[Information Boundary: Start]

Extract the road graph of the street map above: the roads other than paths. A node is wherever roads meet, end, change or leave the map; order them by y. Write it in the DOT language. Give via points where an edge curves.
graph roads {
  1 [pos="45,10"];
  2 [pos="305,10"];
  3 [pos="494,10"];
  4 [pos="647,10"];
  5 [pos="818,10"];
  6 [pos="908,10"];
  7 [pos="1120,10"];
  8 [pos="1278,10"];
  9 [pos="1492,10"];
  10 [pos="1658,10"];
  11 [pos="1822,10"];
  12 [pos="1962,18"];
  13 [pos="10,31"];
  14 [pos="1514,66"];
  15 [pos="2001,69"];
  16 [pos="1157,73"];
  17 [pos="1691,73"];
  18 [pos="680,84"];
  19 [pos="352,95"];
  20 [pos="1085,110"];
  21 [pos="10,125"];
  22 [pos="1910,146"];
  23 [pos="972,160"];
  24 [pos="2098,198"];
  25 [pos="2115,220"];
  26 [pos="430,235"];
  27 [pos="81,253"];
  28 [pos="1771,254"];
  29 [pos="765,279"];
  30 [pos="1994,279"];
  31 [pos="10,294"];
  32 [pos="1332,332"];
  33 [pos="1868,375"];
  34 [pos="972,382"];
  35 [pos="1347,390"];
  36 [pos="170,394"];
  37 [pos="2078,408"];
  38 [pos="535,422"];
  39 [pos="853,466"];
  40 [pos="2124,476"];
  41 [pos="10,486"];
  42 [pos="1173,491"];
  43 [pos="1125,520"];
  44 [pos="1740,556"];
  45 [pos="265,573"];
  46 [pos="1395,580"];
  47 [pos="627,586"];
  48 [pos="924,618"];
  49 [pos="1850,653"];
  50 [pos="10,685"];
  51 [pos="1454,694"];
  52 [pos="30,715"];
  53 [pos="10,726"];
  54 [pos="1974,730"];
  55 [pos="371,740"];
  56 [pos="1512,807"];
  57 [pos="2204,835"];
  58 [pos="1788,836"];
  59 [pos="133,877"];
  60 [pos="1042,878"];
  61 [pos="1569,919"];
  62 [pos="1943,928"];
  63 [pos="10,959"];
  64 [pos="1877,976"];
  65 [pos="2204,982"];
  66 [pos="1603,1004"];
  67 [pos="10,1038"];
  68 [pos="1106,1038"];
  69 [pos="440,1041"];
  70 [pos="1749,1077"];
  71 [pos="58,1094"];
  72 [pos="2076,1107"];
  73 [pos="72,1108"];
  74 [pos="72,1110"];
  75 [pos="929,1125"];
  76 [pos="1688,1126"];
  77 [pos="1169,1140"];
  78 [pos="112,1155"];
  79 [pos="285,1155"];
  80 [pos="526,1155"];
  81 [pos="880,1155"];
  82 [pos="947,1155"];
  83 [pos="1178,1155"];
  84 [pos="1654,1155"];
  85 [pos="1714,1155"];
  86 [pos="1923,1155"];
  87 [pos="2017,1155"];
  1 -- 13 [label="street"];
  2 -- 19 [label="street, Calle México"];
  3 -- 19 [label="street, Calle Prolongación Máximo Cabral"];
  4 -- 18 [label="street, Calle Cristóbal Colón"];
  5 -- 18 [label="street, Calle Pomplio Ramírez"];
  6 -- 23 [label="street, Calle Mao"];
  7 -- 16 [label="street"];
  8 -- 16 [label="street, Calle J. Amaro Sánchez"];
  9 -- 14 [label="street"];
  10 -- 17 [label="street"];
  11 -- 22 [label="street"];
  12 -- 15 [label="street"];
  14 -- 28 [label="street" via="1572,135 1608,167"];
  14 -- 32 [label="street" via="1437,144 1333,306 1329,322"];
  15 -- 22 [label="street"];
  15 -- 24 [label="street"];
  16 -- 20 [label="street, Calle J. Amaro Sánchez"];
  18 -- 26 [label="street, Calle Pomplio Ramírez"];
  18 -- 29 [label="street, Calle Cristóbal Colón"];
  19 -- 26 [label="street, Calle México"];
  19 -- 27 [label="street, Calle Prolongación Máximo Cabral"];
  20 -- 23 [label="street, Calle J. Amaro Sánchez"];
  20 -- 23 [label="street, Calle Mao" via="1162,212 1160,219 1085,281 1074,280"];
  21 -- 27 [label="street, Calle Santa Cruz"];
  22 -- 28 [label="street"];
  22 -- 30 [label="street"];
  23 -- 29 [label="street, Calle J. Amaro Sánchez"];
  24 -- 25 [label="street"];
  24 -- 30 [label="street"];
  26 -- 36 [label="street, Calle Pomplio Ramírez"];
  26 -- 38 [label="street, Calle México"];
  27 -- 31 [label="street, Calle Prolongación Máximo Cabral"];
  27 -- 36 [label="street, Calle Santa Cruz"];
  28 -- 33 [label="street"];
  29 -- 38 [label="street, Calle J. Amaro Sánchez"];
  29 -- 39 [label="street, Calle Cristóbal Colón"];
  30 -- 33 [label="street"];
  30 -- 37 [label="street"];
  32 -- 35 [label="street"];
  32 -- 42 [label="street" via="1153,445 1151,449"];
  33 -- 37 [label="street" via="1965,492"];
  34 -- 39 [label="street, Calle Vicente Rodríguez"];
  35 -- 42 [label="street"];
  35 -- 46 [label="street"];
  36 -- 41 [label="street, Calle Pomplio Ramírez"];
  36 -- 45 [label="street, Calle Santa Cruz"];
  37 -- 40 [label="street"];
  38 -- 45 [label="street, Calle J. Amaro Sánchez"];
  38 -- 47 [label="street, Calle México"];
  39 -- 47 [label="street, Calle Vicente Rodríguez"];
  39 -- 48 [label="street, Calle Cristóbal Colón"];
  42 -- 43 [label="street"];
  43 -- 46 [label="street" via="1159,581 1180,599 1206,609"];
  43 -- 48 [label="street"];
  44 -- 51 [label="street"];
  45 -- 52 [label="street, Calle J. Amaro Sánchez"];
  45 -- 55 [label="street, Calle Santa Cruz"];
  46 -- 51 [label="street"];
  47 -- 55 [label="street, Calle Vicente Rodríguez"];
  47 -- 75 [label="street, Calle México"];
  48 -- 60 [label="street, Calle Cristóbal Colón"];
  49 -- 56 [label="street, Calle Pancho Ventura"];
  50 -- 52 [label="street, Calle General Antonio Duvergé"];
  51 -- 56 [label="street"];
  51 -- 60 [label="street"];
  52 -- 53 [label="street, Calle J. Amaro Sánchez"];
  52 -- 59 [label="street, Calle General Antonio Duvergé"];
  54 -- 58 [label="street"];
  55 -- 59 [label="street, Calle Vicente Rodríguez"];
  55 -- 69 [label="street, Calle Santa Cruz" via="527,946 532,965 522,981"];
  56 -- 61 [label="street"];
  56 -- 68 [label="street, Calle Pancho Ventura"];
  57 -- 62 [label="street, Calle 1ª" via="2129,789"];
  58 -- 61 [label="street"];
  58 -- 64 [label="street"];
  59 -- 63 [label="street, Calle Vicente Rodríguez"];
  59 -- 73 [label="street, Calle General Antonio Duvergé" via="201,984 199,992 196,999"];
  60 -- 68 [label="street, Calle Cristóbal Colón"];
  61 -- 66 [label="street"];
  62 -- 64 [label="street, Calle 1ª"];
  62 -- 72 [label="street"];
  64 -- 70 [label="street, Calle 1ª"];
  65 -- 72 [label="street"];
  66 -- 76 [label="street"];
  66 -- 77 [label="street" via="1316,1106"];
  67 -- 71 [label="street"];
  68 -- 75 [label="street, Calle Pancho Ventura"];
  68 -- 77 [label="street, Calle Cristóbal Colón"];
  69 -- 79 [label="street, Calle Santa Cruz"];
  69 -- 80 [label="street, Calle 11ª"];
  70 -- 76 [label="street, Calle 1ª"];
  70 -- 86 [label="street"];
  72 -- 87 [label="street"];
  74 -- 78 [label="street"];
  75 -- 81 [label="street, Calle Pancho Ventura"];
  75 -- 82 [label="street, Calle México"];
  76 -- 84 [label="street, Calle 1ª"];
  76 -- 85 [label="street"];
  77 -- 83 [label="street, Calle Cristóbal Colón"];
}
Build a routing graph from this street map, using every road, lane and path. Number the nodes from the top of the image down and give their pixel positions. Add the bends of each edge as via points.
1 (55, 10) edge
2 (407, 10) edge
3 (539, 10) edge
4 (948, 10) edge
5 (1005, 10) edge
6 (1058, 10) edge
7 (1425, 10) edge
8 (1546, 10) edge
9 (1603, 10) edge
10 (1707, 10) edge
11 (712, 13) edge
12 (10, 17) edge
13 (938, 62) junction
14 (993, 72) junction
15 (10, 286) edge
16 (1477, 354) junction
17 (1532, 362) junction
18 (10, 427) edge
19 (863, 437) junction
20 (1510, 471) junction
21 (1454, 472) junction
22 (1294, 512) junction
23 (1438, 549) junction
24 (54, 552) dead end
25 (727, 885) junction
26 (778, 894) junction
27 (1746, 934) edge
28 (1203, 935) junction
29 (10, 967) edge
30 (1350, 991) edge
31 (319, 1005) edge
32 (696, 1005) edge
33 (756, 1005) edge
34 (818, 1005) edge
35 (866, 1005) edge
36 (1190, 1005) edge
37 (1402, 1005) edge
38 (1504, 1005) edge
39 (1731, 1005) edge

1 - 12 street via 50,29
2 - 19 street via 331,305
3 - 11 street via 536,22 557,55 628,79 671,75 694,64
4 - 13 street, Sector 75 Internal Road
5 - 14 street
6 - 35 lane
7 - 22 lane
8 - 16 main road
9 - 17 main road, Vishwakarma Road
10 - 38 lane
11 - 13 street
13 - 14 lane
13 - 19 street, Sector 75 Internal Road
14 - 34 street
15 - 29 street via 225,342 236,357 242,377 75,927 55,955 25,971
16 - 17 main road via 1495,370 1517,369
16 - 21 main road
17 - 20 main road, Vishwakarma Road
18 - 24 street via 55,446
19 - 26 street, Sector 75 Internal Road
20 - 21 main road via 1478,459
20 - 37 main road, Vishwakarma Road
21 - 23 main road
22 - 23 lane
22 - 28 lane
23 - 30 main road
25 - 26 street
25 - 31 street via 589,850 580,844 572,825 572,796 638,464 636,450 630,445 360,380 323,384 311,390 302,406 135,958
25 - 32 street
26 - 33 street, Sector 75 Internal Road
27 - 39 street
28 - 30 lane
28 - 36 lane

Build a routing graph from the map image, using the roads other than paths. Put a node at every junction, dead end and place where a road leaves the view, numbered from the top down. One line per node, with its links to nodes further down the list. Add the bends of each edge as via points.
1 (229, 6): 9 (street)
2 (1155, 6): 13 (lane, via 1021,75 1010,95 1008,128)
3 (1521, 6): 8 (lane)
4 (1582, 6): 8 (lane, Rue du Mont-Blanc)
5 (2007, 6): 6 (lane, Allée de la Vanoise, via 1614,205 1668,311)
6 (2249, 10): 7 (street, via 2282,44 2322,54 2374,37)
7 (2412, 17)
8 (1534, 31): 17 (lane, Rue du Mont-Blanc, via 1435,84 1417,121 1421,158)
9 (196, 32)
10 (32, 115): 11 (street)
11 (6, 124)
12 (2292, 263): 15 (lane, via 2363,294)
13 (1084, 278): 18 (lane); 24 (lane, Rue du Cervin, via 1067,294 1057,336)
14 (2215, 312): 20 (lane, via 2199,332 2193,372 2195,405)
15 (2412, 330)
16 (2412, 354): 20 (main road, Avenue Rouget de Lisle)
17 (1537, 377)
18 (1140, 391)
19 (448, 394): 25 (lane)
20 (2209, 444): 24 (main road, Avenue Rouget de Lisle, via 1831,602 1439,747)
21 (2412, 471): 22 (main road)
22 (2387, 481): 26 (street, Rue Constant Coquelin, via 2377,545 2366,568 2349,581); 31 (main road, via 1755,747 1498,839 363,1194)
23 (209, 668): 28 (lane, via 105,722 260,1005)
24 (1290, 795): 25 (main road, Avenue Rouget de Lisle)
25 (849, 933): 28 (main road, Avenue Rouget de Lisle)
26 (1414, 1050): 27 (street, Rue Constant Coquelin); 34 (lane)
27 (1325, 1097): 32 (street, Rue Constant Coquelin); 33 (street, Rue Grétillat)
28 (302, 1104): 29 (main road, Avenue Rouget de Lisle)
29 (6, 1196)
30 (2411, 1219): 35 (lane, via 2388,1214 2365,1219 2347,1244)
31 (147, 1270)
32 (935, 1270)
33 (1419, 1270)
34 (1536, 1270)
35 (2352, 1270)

[Information Boundary: End]

◆ What is expected
Copy out each line of the records where the word "General" appears.

◆ Written solution
  50 -- 52 [label="street, Calle General Antonio Duvergé"];
  52 -- 59 [label="street, Calle General Antonio Duvergé"];
  59 -- 73 [label="street, Calle General Antonio Duvergé" via="201,984 199,992 196,999"];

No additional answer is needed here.